## What is expected
Produce the same data once more, line for line.

## Task material
Start of Block
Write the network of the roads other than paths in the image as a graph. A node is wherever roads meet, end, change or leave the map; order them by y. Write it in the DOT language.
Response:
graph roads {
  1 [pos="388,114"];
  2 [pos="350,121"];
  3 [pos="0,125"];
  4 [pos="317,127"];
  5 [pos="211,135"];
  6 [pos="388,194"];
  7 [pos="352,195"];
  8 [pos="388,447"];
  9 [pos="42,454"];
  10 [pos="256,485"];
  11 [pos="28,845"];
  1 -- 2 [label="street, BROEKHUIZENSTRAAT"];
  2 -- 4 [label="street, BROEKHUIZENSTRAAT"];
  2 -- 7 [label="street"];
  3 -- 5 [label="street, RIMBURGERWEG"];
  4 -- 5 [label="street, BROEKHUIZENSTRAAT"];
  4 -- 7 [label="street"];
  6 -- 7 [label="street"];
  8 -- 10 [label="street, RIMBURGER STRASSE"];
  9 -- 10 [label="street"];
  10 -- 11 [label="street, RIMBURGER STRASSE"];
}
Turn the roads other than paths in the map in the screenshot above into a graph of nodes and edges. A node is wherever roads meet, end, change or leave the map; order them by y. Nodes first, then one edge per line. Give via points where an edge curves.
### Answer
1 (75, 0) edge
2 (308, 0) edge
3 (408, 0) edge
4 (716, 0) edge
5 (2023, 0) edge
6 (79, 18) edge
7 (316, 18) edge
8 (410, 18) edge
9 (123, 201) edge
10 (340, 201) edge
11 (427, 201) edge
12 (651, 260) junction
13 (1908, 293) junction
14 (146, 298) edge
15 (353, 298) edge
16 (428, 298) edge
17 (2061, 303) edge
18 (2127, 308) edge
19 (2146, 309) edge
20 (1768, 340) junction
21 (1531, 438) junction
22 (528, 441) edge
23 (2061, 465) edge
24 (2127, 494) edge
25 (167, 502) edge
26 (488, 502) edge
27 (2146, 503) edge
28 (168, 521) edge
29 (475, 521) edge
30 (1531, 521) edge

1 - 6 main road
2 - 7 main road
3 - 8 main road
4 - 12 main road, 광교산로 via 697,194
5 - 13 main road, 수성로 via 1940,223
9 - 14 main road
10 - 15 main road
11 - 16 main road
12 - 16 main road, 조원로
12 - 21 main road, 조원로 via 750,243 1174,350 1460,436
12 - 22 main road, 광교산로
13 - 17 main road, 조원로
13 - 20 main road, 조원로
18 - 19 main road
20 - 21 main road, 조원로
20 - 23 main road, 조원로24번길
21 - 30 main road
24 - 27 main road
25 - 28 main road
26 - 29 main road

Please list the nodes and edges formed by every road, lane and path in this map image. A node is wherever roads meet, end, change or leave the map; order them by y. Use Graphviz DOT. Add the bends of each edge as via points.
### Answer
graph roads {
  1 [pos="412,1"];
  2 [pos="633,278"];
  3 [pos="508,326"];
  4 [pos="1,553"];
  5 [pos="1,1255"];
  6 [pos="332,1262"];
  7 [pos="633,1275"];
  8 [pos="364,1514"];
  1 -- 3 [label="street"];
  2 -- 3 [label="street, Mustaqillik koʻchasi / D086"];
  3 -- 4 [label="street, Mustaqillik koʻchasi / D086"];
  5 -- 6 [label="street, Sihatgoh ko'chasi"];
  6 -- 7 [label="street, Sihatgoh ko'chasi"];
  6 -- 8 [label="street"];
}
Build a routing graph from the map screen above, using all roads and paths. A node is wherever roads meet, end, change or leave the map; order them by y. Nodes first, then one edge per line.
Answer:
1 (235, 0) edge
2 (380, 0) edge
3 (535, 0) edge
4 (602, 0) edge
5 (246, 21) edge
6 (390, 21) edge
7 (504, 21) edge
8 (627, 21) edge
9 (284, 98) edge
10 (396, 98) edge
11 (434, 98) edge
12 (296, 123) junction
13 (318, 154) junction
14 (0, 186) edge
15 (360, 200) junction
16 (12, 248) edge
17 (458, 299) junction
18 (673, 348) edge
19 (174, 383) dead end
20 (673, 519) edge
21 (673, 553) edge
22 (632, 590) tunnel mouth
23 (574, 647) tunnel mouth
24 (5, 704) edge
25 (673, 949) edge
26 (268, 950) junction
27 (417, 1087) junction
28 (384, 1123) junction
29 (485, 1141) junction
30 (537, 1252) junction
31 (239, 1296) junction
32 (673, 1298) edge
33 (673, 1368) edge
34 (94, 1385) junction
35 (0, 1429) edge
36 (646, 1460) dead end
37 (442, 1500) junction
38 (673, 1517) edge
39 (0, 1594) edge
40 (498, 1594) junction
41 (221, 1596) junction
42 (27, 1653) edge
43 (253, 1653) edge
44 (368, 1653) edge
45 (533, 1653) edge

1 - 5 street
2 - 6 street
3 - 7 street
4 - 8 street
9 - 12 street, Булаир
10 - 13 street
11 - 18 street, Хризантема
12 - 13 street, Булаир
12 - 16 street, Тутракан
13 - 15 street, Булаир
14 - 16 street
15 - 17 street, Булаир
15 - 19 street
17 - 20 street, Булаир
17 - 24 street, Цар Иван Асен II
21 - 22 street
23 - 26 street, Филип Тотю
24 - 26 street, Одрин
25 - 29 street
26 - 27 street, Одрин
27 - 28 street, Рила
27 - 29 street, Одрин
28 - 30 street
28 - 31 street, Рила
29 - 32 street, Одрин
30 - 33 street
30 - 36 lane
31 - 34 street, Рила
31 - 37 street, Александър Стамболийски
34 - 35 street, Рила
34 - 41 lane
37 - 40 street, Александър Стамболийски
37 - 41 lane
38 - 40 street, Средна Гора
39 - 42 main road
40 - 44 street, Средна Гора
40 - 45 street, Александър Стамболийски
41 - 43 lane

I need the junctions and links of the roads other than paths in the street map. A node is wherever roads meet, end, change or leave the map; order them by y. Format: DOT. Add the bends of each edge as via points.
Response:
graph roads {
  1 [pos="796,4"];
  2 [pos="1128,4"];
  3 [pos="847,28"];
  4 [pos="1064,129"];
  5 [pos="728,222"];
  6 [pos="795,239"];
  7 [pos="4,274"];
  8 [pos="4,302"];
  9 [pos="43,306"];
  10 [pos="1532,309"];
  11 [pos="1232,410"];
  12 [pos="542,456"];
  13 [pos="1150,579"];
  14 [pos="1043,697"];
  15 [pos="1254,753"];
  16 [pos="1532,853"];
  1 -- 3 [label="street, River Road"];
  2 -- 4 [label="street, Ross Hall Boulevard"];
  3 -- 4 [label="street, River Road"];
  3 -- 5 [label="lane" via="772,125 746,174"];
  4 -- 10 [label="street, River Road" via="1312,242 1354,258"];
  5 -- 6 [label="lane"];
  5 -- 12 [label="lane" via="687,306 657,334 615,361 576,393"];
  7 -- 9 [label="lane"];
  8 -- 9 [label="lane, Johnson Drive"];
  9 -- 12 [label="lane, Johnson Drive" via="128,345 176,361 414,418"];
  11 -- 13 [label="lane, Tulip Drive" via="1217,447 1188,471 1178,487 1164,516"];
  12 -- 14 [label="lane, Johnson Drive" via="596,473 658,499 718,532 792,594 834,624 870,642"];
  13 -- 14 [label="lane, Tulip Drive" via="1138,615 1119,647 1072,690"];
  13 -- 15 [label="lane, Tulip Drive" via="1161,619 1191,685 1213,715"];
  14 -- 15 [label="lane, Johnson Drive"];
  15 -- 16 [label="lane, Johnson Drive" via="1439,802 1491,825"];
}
End of Block
## Solution below
Write the network of the roads other than paths in the image as a graph. A node is wherever roads meet, end, change or leave the map; order them by y. Write it in the DOT language.
Response:
graph roads {
  1 [pos="388,114"];
  2 [pos="350,121"];
  3 [pos="0,125"];
  4 [pos="317,127"];
  5 [pos="211,135"];
  6 [pos="388,194"];
  7 [pos="352,195"];
  8 [pos="388,447"];
  9 [pos="42,454"];
  10 [pos="256,485"];
  11 [pos="28,845"];
  1 -- 2 [label="street, BROEKHUIZENSTRAAT"];
  2 -- 4 [label="street, BROEKHUIZENSTRAAT"];
  2 -- 7 [label="street"];
  3 -- 5 [label="street, RIMBURGERWEG"];
  4 -- 5 [label="street, BROEKHUIZENSTRAAT"];
  4 -- 7 [label="street"];
  6 -- 7 [label="street"];
  8 -- 10 [label="street, RIMBURGER STRASSE"];
  9 -- 10 [label="street"];
  10 -- 11 [label="street, RIMBURGER STRASSE"];
}
Turn the roads other than paths in the map in the screenshot above into a graph of nodes and edges. A node is wherever roads meet, end, change or leave the map; order them by y. Nodes first, then one edge per line. Give via points where an edge curves.
### Answer
1 (75, 0) edge
2 (308, 0) edge
3 (408, 0) edge
4 (716, 0) edge
5 (2023, 0) edge
6 (79, 18) edge
7 (316, 18) edge
8 (410, 18) edge
9 (123, 201) edge
10 (340, 201) edge
11 (427, 201) edge
12 (651, 260) junction
13 (1908, 293) junction
14 (146, 298) edge
15 (353, 298) edge
16 (428, 298) edge
17 (2061, 303) edge
18 (2127, 308) edge
19 (2146, 309) edge
20 (1768, 340) junction
21 (1531, 438) junction
22 (528, 441) edge
23 (2061, 465) edge
24 (2127, 494) edge
25 (167, 502) edge
26 (488, 502) edge
27 (2146, 503) edge
28 (168, 521) edge
29 (475, 521) edge
30 (1531, 521) edge

1 - 6 main road
2 - 7 main road
3 - 8 main road
4 - 12 main road, 광교산로 via 697,194
5 - 13 main road, 수성로 via 1940,223
9 - 14 main road
10 - 15 main road
11 - 16 main road
12 - 16 main road, 조원로
12 - 21 main road, 조원로 via 750,243 1174,350 1460,436
12 - 22 main road, 광교산로
13 - 17 main road, 조원로
13 - 20 main road, 조원로
18 - 19 main road
20 - 21 main road, 조원로
20 - 23 main road, 조원로24번길
21 - 30 main road
24 - 27 main road
25 - 28 main road
26 - 29 main road

Please list the nodes and edges formed by every road, lane and path in this map image. A node is wherever roads meet, end, change or leave the map; order them by y. Use Graphviz DOT. Add the bends of each edge as via points.
### Answer
graph roads {
  1 [pos="412,1"];
  2 [pos="633,278"];
  3 [pos="508,326"];
  4 [pos="1,553"];
  5 [pos="1,1255"];
  6 [pos="332,1262"];
  7 [pos="633,1275"];
  8 [pos="364,1514"];
  1 -- 3 [label="street"];
  2 -- 3 [label="street, Mustaqillik koʻchasi / D086"];
  3 -- 4 [label="street, Mustaqillik koʻchasi / D086"];
  5 -- 6 [label="street, Sihatgoh ko'chasi"];
  6 -- 7 [label="street, Sihatgoh ko'chasi"];
  6 -- 8 [label="street"];
}
Build a routing graph from the map screen above, using all roads and paths. A node is wherever roads meet, end, change or leave the map; order them by y. Nodes first, then one edge per line.
Answer:
1 (235, 0) edge
2 (380, 0) edge
3 (535, 0) edge
4 (602, 0) edge
5 (246, 21) edge
6 (390, 21) edge
7 (504, 21) edge
8 (627, 21) edge
9 (284, 98) edge
10 (396, 98) edge
11 (434, 98) edge
12 (296, 123) junction
13 (318, 154) junction
14 (0, 186) edge
15 (360, 200) junction
16 (12, 248) edge
17 (458, 299) junction
18 (673, 348) edge
19 (174, 383) dead end
20 (673, 519) edge
21 (673, 553) edge
22 (632, 590) tunnel mouth
23 (574, 647) tunnel mouth
24 (5, 704) edge
25 (673, 949) edge
26 (268, 950) junction
27 (417, 1087) junction
28 (384, 1123) junction
29 (485, 1141) junction
30 (537, 1252) junction
31 (239, 1296) junction
32 (673, 1298) edge
33 (673, 1368) edge
34 (94, 1385) junction
35 (0, 1429) edge
36 (646, 1460) dead end
37 (442, 1500) junction
38 (673, 1517) edge
39 (0, 1594) edge
40 (498, 1594) junction
41 (221, 1596) junction
42 (27, 1653) edge
43 (253, 1653) edge
44 (368, 1653) edge
45 (533, 1653) edge

1 - 5 street
2 - 6 street
3 - 7 street
4 - 8 street
9 - 12 street, Булаир
10 - 13 street
11 - 18 street, Хризантема
12 - 13 street, Булаир
12 - 16 street, Тутракан
13 - 15 street, Булаир
14 - 16 street
15 - 17 street, Булаир
15 - 19 street
17 - 20 street, Булаир
17 - 24 street, Цар Иван Асен II
21 - 22 street
23 - 26 street, Филип Тотю
24 - 26 street, Одрин
25 - 29 street
26 - 27 street, Одрин
27 - 28 street, Рила
27 - 29 street, Одрин
28 - 30 street
28 - 31 street, Рила
29 - 32 street, Одрин
30 - 33 street
30 - 36 lane
31 - 34 street, Рила
31 - 37 street, Александър Стамболийски
34 - 35 street, Рила
34 - 41 lane
37 - 40 street, Александър Стамболийски
37 - 41 lane
38 - 40 street, Средна Гора
39 - 42 main road
40 - 44 street, Средна Гора
40 - 45 street, Александър Стамболийски
41 - 43 lane

I need the junctions and links of the roads other than paths in the street map. A node is wherever roads meet, end, change or leave the map; order them by y. Format: DOT. Add the bends of each edge as via points.
Response:
graph roads {
  1 [pos="796,4"];
  2 [pos="1128,4"];
  3 [pos="847,28"];
  4 [pos="1064,129"];
  5 [pos="728,222"];
  6 [pos="795,239"];
  7 [pos="4,274"];
  8 [pos="4,302"];
  9 [pos="43,306"];
  10 [pos="1532,309"];
  11 [pos="1232,410"];
  12 [pos="542,456"];
  13 [pos="1150,579"];
  14 [pos="1043,697"];
  15 [pos="1254,753"];
  16 [pos="1532,853"];
  1 -- 3 [label="street, River Road"];
  2 -- 4 [label="street, Ross Hall Boulevard"];
  3 -- 4 [label="street, River Road"];
  3 -- 5 [label="lane" via="772,125 746,174"];
  4 -- 10 [label="street, River Road" via="1312,242 1354,258"];
  5 -- 6 [label="lane"];
  5 -- 12 [label="lane" via="687,306 657,334 615,361 576,393"];
  7 -- 9 [label="lane"];
  8 -- 9 [label="lane, Johnson Drive"];
  9 -- 12 [label="lane, Johnson Drive" via="128,345 176,361 414,418"];
  11 -- 13 [label="lane, Tulip Drive" via="1217,447 1188,471 1178,487 1164,516"];
  12 -- 14 [label="lane, Johnson Drive" via="596,473 658,499 718,532 792,594 834,624 870,642"];
  13 -- 14 [label="lane, Tulip Drive" via="1138,615 1119,647 1072,690"];
  13 -- 15 [label="lane, Tulip Drive" via="1161,619 1191,685 1213,715"];
  14 -- 15 [label="lane, Johnson Drive"];
  15 -- 16 [label="lane, Johnson Drive" via="1439,802 1491,825"];
}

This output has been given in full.